**Try it:**
Looking at the entries below, how many lines include the word "Goiânia"? Answer with the number alone.

(Stored data entries)
BEGIN

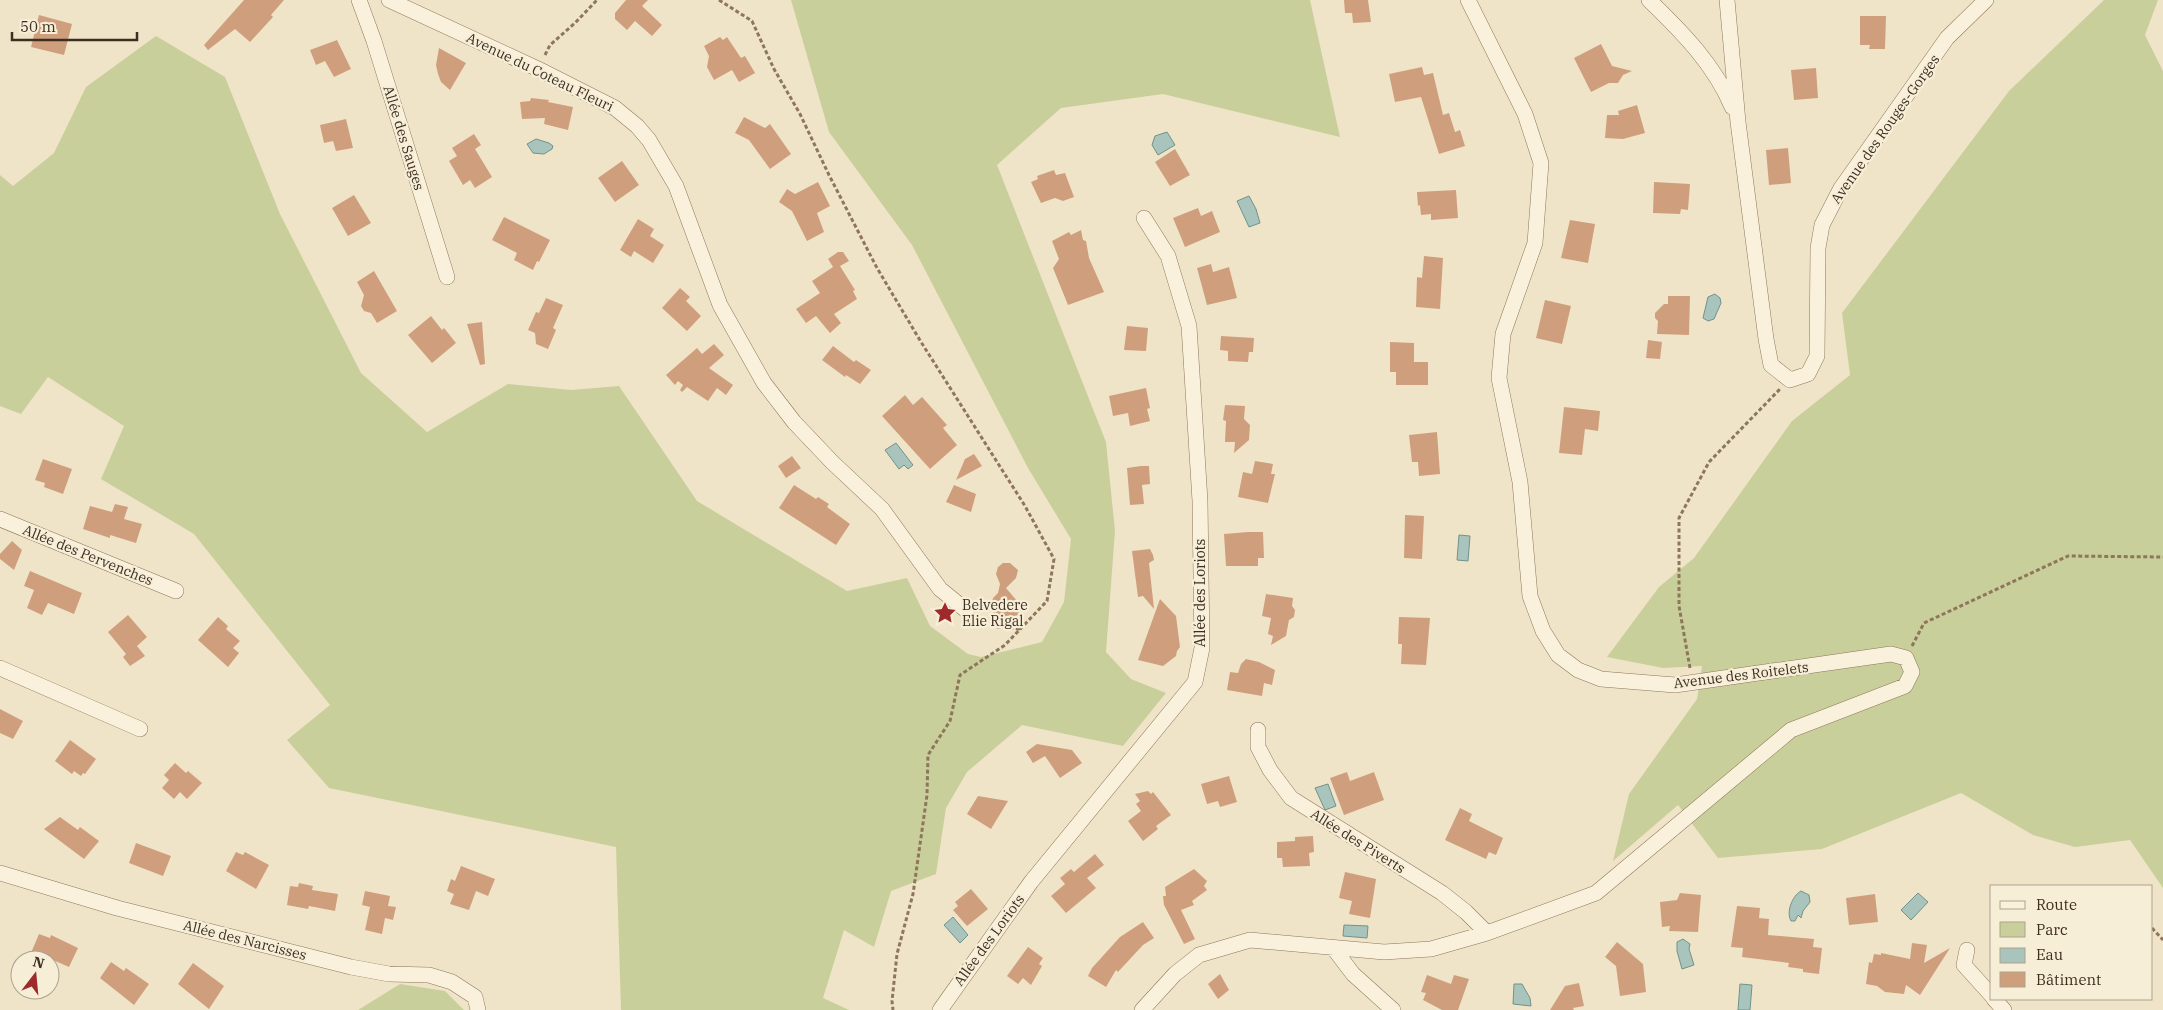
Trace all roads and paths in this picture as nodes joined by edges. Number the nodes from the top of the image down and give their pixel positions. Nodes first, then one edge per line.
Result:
1 (359, 0) edge
2 (389, 0) edge
3 (597, 0) edge
4 (719, 0) edge
5 (1468, 0) edge
6 (1649, 0) edge
7 (1727, 0) edge
8 (1986, 0) edge
9 (538, 69) junction
10 (1738, 122) junction
11 (1144, 218) dead end
12 (447, 278) dead end
13 (1790, 380) junction
14 (0, 518) edge
15 (2163, 557) edge
16 (176, 592) dead end
17 (967, 611) joint
18 (1020, 629) junction
19 (1906, 658) junction
20 (0, 668) edge
21 (1692, 683) junction
22 (140, 729) dead end
23 (1258, 730) dead end
24 (0, 874) edge
25 (2153, 929) edge
26 (1486, 933) junction
27 (2163, 940) edge
28 (1334, 948) junction
29 (1967, 950) dead end
30 (1990, 994) edge
31 (1995, 1000) edge
32 (478, 1010) edge
33 (893, 1010) edge
34 (940, 1010) edge
35 (1142, 1010) edge
36 (1393, 1010) edge
37 (2004, 1010) edge

1 - 12 street, Allée des Sauges
2 - 9 street, Avenue du Coteau Fleuri
3 - 9 path
4 - 18 path
5 - 21 street, Avenue des Roitelets
6 - 10 street
7 - 10 street
8 - 13 street, Avenue des Rouges-Gorges
9 - 17 street, Avenue du Coteau Fleuri
10 - 13 street
11 - 34 street, Allée des Loriots
13 - 21 path
14 - 16 street, Allée des Pervenches
15 - 19 path
17 - 18 path
18 - 33 path
19 - 21 street, Avenue des Roitelets
19 - 26 street
20 - 22 street
23 - 26 street, Allée des Piverts
24 - 32 street, Allée des Narcisses
25 - 27 path
26 - 28 street
28 - 35 street
28 - 36 street
29 - 30 street
31 - 37 street

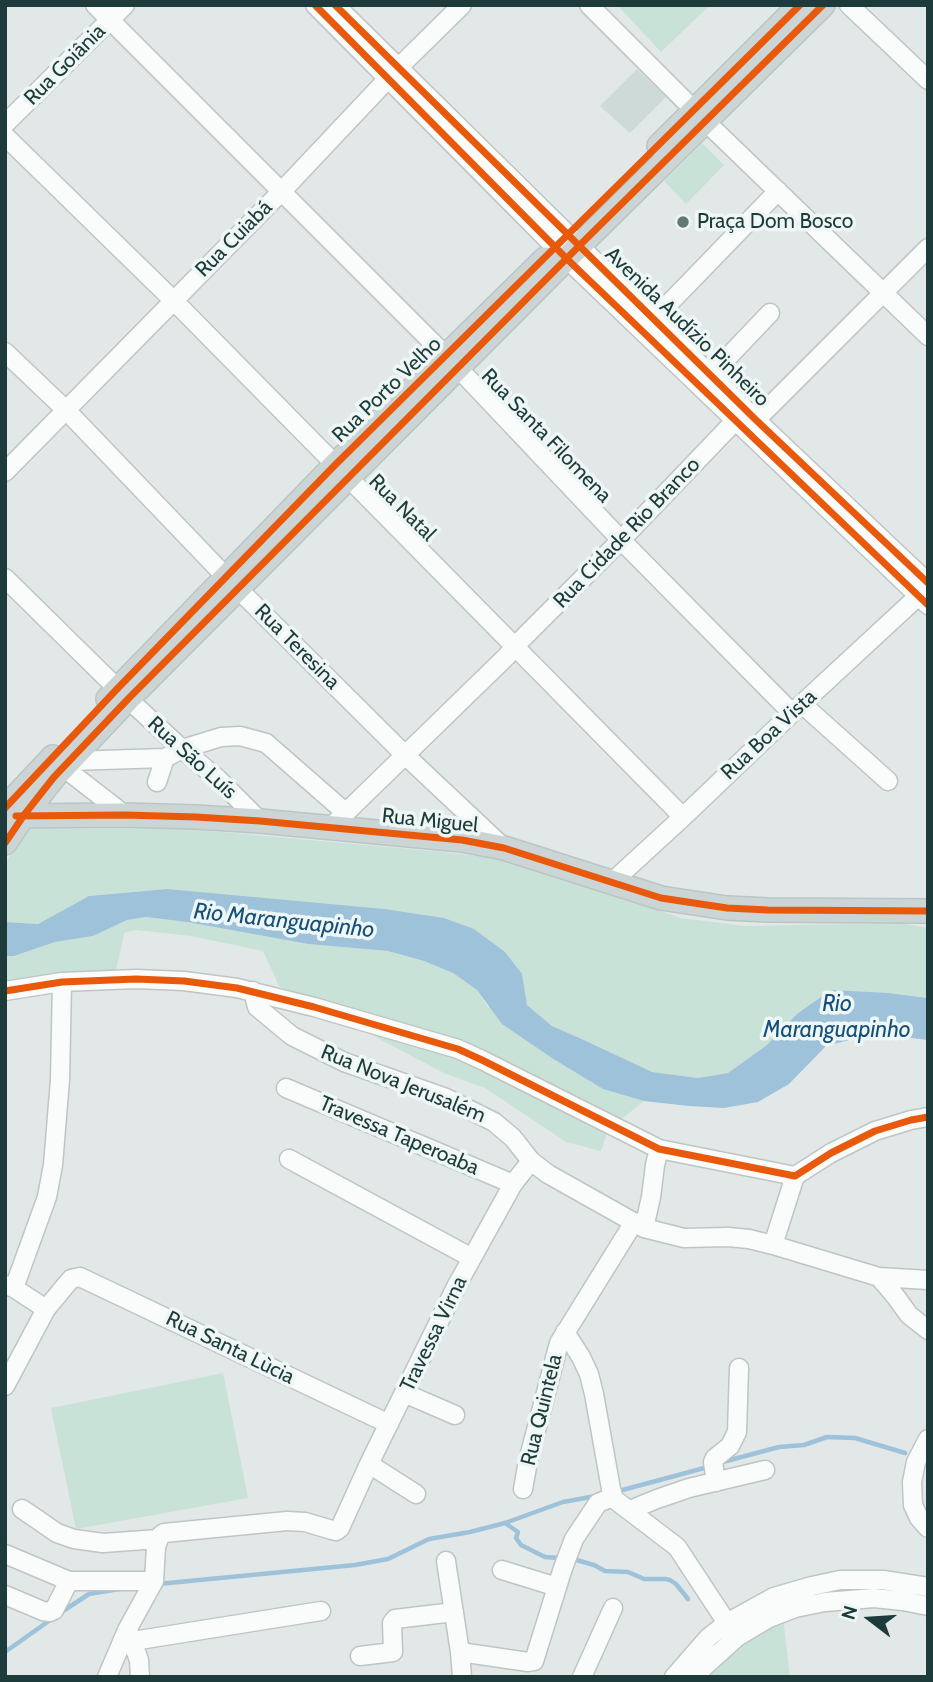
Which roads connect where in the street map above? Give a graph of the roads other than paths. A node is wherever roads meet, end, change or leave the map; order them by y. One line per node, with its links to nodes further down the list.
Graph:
1 (96, 5): 10 (street, Rua Santa Filomena)
2 (125, 5): 10 (street, Rua Goiânia)
3 (315, 5): 11 (street, Avenida Audízio Pinheiro)
4 (335, 5): 11 (street, Avenida Audízio Pinheiro)
5 (462, 5): 11 (street, Rua Cuiabá)
6 (589, 5): 14 (street)
7 (800, 5): 13 (main road, Rua Porto Velho)
8 (823, 5): 13 (main road, Rua Porto Velho)
9 (849, 5): 12 (street)
10 (110, 20): 15 (street, Rua Goiânia); 17 (street, Rua Santa Filomena)
11 (393, 74): 17 (street, Rua Cuiabá); 19 (street, Avenida Audízio Pinheiro)
12 (928, 80)
13 (733, 84): 14 (main road, Rua Porto Velho)
14 (700, 116): 18 (street); 19 (main road, Rua Porto Velho)
15 (5, 124)
16 (5, 136): 22 (street, Rua Natal)
17 (282, 191): 22 (street, Rua Cuiabá); 27 (street, Rua Santa Filomena)
18 (778, 191): 21 (street); 24 (street)
19 (568, 247): 24 (street, Avenida Audízio Pinheiro); 27 (main road, Rua Porto Velho); 31 (street, Avenida Audízio Pinheiro)
20 (928, 248): 21 (street)
21 (883, 294): 25 (street); 30 (street)
22 (174, 300): 29 (street, Rua Cuiabá); 33 (street, Rua Natal)
23 (770, 313): 28 (street)
24 (654, 319): 28 (street, Avenida Audízio Pinheiro)
25 (928, 336)
26 (5, 352): 29 (street, Rua Teresina)
27 (452, 363): 33 (main road, Rua Porto Velho); 34 (street, Rua Santa Filomena)
28 (711, 375): 30 (street, Avenida Audízio Pinheiro)
29 (66, 410): 32 (street, Rua Cuiabá); 36 (street, Rua Teresina)
30 (756, 420): 31 (street); 37 (street, Avenida Audízio Pinheiro)
31 (735, 421): 34 (street, Rua Cidade Rio Branco); 37 (street, Avenida Audízio Pinheiro)
32 (5, 472)
33 (342, 472): 36 (main road, Rua Porto Velho); 38 (street, Rua Natal)
34 (621, 540): 38 (street, Rua Cidade Rio Branco); 40 (street, Rua Santa Filomena)
35 (5, 578): 39 (street, Rua São Luís)
36 (232, 583): 39 (main road, Rua Porto Velho); 42 (street, Rua Teresina)
37 (925, 593): 40 (street, Rua Boa Vista)
38 (514, 647): 42 (street, Rua Cidade Rio Branco); 48 (street, Rua Natal)
39 (123, 694): 41 (street, Rua São Luís); 43 (main road, Rua Porto Velho); 46 (main road, Rua Porto Velho)
40 (797, 708): 44 (street, Rua Santa Filomena); 48 (street, Rua Boa Vista)
41 (174, 753): 43 (street); 45 (street); 49 (street); 50 (street, Rua São Luís)
42 (405, 755): 49 (street, Rua Cidade Rio Branco); 52 (street, Rua Teresina)
43 (67, 764): 46 (main road, Rua Porto Velho); 47 (street)
44 (888, 781)
45 (157, 782)
46 (9, 810): 47 (main road, Rua Miguel); 51 (main road, Rua Porto Velho)
47 (125, 815): 50 (main road, Rua Miguel)
48 (683, 817): 53 (street, Rua Boa Vista)
49 (337, 820): 50 (main road, Rua Miguel); 52 (main road, Rua Miguel)
50 (260, 821)
51 (5, 843)
52 (504, 848): 53 (main road, Rua Miguel)
53 (611, 883): 54 (main road, Rua Miguel)
54 (928, 911)
55 (62, 982): 56 (street); 57 (street); 70 (street)
56 (5, 991)
57 (253, 992): 60 (street); 62 (street, Rua Nova Jerusalém)
58 (286, 1087): 64 (street, Travessa Taperoaba)
59 (928, 1117): 63 (street)
60 (659, 1149): 63 (street); 65 (street, Rua Quintela)
61 (289, 1159): 67 (street)
62 (531, 1161): 64 (street, Travessa Virna); 65 (street, Rua Nova Jerusalém)
63 (794, 1176): 66 (street)
64 (513, 1184): 67 (street, Travessa Virna)
65 (639, 1225): 66 (street, Rua Nova Jerusalém); 73 (street, Rua Quintela)
66 (773, 1245): 68 (street, Rua Nova Jerusalém)
67 (472, 1258): 76 (street, Travessa Virna)
68 (879, 1277): 69 (street, Rua Nova Jerusalém); 72 (street)
69 (928, 1280)
70 (10, 1286): 71 (street)
71 (46, 1308): 75 (street); 78 (street, Rua Santa Lùcia)
72 (928, 1330)
73 (565, 1332): 83 (street, Rua Quintela); 85 (street, Rua Quintela)
74 (740, 1368): 82 (street)
75 (5, 1386)
76 (404, 1393): 77 (street); 78 (street, Travessa Virna)
77 (455, 1415)
78 (389, 1424): 80 (street, Travessa Virna)
79 (928, 1439): 88 (street)
80 (369, 1464): 84 (street); 89 (street, Travessa Virna)
81 (765, 1470): 82 (street)
82 (716, 1482): 87 (street)
83 (523, 1489)
84 (416, 1494)
85 (613, 1495): 87 (street); 95 (street)
86 (22, 1509): 89 (street)
87 (630, 1510): 102 (street)
88 (928, 1528)
89 (158, 1539): 94 (street)
90 (5, 1554): 93 (street)
91 (446, 1561): 101 (street)
92 (502, 1570): 95 (street)
93 (69, 1581): 94 (street); 97 (street)
94 (154, 1581): 103 (street)
95 (557, 1587): 104 (street)
96 (928, 1587): 102 (street)
97 (5, 1595)
98 (928, 1606): 111 (street)
99 (613, 1608): 109 (street)
100 (321, 1611): 103 (street)
101 (454, 1612): 104 (street); 105 (street)
102 (727, 1623): 110 (street)
103 (130, 1636): 106 (street); 107 (street)
104 (460, 1652): 108 (street)
105 (360, 1656)
106 (107, 1677)
107 (140, 1677)
108 (462, 1677)
109 (582, 1677)
110 (674, 1677)
111 (695, 1677)

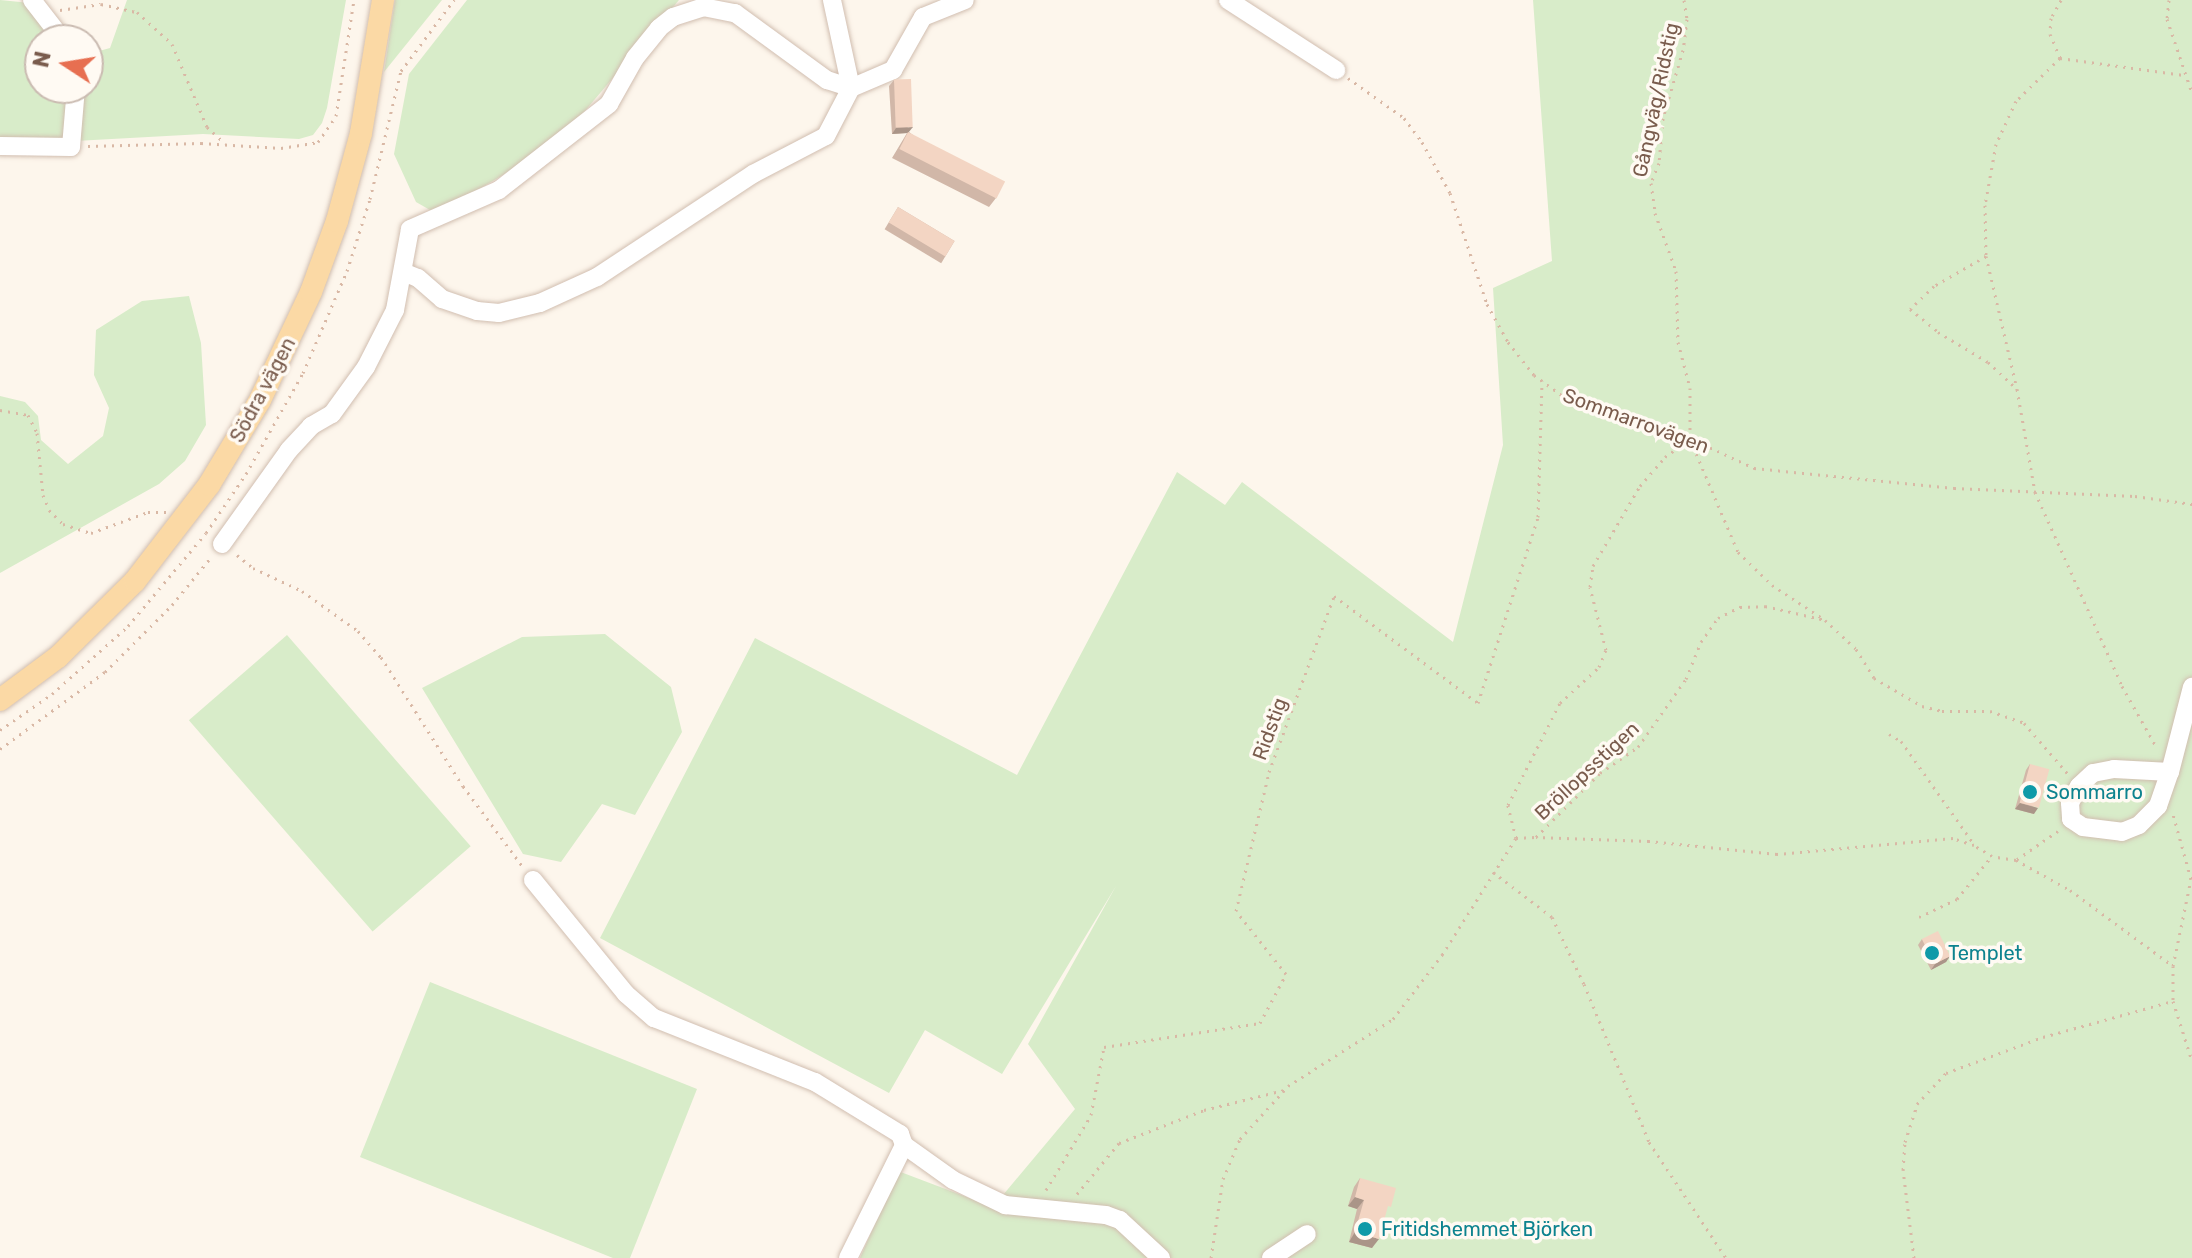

END

**Result of this exercise:**
2